(Saved data entries)
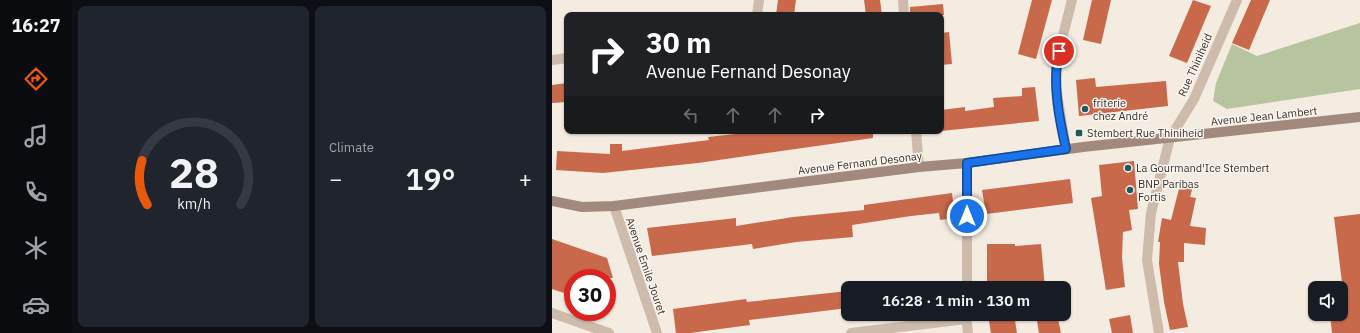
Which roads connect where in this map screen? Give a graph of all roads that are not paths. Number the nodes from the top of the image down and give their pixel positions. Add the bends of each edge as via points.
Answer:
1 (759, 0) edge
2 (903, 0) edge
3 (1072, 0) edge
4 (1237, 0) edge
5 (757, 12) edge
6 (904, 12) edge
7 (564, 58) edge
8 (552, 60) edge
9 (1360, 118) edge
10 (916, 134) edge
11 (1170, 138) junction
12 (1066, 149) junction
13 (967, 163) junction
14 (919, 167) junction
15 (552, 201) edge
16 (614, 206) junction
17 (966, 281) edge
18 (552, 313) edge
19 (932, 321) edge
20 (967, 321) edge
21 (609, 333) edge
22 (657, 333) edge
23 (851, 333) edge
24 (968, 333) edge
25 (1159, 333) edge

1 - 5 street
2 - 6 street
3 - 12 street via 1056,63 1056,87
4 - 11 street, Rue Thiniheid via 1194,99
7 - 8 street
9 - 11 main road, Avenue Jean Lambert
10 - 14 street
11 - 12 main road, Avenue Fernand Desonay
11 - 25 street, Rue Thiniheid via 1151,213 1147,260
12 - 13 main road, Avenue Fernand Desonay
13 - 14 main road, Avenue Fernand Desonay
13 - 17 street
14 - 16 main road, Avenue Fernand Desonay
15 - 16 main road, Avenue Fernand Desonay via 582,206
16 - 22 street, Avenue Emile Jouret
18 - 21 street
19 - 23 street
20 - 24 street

> [INSTRUCTIONS TO FOLLOW]: Your answer should be an exact copy of the records above, with no pictures in it.

> [WRITTEN REPLY]:
Which roads connect where in this map screen? Give a graph of all roads that are not paths. Number the nodes from the top of the image down and give their pixel positions. Add the bends of each edge as via points.
Answer:
1 (759, 0) edge
2 (903, 0) edge
3 (1072, 0) edge
4 (1237, 0) edge
5 (757, 12) edge
6 (904, 12) edge
7 (564, 58) edge
8 (552, 60) edge
9 (1360, 118) edge
10 (916, 134) edge
11 (1170, 138) junction
12 (1066, 149) junction
13 (967, 163) junction
14 (919, 167) junction
15 (552, 201) edge
16 (614, 206) junction
17 (966, 281) edge
18 (552, 313) edge
19 (932, 321) edge
20 (967, 321) edge
21 (609, 333) edge
22 (657, 333) edge
23 (851, 333) edge
24 (968, 333) edge
25 (1159, 333) edge

1 - 5 street
2 - 6 street
3 - 12 street via 1056,63 1056,87
4 - 11 street, Rue Thiniheid via 1194,99
7 - 8 street
9 - 11 main road, Avenue Jean Lambert
10 - 14 street
11 - 12 main road, Avenue Fernand Desonay
11 - 25 street, Rue Thiniheid via 1151,213 1147,260
12 - 13 main road, Avenue Fernand Desonay
13 - 14 main road, Avenue Fernand Desonay
13 - 17 street
14 - 16 main road, Avenue Fernand Desonay
15 - 16 main road, Avenue Fernand Desonay via 582,206
16 - 22 street, Avenue Emile Jouret
18 - 21 street
19 - 23 street
20 - 24 street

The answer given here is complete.